Directions for this task:
Here are some records; copy every line that holds the word "none".

(Collected data)
══════

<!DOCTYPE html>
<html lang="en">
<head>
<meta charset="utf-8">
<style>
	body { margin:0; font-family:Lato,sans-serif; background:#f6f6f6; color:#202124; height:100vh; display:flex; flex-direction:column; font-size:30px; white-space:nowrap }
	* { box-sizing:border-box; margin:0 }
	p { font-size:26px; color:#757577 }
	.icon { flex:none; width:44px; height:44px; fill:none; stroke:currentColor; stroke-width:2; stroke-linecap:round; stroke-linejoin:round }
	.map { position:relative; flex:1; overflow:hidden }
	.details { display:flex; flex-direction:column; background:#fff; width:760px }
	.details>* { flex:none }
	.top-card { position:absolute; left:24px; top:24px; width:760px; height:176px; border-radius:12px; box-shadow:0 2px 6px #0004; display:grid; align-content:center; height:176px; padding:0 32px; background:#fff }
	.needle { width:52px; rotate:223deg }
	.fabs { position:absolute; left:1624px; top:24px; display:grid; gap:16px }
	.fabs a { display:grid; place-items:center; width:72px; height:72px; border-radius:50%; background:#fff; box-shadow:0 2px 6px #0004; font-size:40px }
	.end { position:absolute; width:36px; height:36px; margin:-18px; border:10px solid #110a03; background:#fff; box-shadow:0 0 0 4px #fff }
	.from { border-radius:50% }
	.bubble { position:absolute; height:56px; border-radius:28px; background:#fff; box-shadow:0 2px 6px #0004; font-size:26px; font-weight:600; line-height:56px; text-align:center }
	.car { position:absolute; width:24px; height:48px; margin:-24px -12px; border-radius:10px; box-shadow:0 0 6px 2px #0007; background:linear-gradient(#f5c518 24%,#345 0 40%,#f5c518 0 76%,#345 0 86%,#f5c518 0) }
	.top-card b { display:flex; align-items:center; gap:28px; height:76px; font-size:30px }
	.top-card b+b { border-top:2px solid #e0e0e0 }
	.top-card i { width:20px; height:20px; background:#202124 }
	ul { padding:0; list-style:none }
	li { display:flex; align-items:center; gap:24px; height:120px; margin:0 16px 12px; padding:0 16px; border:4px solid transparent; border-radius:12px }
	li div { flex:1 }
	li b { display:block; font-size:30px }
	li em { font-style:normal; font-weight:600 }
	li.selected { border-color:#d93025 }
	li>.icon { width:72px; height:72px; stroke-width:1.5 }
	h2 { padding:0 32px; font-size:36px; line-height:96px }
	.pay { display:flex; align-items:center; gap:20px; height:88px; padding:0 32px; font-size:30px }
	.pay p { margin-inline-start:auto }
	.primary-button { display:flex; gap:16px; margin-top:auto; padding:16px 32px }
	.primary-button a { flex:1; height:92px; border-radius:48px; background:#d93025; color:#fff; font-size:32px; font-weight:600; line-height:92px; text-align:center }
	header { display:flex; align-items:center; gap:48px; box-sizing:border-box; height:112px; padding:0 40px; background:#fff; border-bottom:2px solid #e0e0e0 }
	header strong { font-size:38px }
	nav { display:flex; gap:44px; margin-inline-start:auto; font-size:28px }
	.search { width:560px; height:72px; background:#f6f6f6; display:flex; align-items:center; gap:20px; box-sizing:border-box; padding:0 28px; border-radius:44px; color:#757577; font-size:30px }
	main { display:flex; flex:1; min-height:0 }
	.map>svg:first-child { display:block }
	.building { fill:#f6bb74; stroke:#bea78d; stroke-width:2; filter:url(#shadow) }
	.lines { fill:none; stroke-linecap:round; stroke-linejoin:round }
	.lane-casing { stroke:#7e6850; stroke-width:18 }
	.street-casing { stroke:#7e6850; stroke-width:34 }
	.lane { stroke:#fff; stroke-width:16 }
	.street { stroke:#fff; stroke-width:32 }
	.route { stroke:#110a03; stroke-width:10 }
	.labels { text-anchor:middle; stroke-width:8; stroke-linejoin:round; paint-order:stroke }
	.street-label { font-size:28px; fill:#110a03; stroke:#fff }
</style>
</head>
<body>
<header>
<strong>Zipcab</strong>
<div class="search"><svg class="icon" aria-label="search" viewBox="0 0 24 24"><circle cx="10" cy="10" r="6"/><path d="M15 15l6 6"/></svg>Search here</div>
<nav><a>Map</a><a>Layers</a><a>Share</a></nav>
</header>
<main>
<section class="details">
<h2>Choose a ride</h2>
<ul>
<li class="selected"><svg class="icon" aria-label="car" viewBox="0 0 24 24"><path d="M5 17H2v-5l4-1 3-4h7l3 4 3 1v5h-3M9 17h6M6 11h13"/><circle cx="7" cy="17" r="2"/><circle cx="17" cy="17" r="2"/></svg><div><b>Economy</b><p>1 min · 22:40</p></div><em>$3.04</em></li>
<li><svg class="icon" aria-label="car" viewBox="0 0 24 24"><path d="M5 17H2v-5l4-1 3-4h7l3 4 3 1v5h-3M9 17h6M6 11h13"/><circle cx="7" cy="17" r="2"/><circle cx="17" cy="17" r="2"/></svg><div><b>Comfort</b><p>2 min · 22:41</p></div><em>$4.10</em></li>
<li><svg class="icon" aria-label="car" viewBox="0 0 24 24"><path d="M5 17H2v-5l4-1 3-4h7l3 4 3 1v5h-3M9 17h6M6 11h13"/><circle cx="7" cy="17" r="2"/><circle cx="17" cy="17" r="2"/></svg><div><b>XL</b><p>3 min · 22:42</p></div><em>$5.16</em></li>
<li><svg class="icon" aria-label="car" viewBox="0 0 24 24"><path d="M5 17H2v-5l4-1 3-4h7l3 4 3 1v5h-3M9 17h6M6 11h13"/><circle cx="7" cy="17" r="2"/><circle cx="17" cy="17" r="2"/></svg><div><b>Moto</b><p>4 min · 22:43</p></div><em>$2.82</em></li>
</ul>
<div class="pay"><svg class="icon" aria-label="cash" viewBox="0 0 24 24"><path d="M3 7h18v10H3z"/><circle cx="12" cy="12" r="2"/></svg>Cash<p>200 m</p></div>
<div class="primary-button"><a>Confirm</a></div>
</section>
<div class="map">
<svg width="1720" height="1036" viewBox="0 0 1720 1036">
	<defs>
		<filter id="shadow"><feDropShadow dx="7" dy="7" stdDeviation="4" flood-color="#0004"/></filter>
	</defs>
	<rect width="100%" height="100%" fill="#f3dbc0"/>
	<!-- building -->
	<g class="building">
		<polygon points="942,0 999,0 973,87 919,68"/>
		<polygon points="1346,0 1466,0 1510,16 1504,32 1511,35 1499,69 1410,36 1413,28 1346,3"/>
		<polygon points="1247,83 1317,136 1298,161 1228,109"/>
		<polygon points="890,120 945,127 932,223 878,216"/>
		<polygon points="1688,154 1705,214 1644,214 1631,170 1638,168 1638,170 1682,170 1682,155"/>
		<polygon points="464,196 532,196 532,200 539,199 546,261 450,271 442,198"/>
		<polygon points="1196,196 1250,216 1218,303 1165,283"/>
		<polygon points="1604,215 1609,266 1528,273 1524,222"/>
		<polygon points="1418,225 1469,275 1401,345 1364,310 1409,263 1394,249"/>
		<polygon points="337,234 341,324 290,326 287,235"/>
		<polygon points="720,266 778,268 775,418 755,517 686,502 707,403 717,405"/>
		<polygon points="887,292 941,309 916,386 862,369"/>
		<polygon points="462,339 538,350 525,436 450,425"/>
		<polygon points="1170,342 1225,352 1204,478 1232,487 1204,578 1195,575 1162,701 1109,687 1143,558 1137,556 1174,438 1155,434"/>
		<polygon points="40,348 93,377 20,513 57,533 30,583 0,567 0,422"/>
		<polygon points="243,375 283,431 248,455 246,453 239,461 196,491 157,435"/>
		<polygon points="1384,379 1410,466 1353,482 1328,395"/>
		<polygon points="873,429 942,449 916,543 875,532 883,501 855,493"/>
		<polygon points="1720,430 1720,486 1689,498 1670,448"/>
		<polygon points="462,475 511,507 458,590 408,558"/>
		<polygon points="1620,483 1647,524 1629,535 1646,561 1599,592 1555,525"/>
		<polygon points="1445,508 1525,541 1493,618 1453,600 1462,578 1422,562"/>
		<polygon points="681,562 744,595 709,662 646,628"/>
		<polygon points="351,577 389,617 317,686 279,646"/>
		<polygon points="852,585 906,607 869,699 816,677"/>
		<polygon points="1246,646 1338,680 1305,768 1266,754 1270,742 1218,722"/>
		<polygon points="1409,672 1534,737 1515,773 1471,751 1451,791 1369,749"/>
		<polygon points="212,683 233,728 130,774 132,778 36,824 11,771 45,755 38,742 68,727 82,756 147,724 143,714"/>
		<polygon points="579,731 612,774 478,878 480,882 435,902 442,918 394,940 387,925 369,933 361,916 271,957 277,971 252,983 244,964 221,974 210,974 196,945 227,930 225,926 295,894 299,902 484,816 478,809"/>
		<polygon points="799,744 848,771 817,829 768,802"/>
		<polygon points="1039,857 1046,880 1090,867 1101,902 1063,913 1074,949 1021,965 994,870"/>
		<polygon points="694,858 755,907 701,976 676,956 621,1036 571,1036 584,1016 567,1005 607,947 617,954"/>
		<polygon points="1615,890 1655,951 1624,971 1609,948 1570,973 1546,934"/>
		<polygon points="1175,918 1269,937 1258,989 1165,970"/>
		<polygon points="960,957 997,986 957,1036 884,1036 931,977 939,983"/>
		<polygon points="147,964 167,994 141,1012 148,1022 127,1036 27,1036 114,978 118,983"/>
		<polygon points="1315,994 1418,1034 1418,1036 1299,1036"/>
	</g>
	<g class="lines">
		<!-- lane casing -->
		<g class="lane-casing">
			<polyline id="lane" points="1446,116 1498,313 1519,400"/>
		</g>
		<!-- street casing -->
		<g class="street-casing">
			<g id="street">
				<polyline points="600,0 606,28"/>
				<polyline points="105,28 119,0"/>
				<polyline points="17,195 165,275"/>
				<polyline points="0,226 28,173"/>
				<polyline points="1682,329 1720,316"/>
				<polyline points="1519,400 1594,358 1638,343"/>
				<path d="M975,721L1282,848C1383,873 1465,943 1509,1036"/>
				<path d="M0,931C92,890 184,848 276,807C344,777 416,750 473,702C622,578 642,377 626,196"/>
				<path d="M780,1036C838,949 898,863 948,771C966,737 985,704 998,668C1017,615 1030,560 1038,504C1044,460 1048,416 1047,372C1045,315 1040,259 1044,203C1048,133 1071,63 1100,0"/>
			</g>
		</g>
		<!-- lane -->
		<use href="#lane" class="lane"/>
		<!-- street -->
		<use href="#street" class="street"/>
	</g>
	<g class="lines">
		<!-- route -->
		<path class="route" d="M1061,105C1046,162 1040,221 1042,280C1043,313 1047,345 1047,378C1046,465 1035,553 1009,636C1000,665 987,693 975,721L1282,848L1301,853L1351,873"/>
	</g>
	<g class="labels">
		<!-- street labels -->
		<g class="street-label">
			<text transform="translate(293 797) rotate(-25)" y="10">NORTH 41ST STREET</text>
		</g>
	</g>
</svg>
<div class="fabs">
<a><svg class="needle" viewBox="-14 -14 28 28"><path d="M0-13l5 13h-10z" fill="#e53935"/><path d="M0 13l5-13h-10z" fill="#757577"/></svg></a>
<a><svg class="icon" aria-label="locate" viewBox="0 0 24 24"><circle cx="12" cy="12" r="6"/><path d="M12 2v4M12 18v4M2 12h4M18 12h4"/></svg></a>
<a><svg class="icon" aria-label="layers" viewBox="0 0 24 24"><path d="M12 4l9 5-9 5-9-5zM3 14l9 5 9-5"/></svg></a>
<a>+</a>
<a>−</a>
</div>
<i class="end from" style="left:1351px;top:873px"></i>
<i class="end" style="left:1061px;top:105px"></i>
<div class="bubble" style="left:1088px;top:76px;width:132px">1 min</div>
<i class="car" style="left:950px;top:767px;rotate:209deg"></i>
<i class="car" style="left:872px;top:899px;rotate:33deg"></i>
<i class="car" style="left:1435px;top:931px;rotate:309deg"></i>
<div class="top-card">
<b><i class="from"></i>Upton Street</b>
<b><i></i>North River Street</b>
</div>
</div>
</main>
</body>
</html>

══════

Answer:
	.icon { flex:none; width:44px; height:44px; fill:none; stroke:currentColor; stroke-width:2; stroke-linecap:round; stroke-linejoin:round }
	.details>* { flex:none }
	ul { padding:0; list-style:none }
	.lines { fill:none; stroke-linecap:round; stroke-linejoin:round }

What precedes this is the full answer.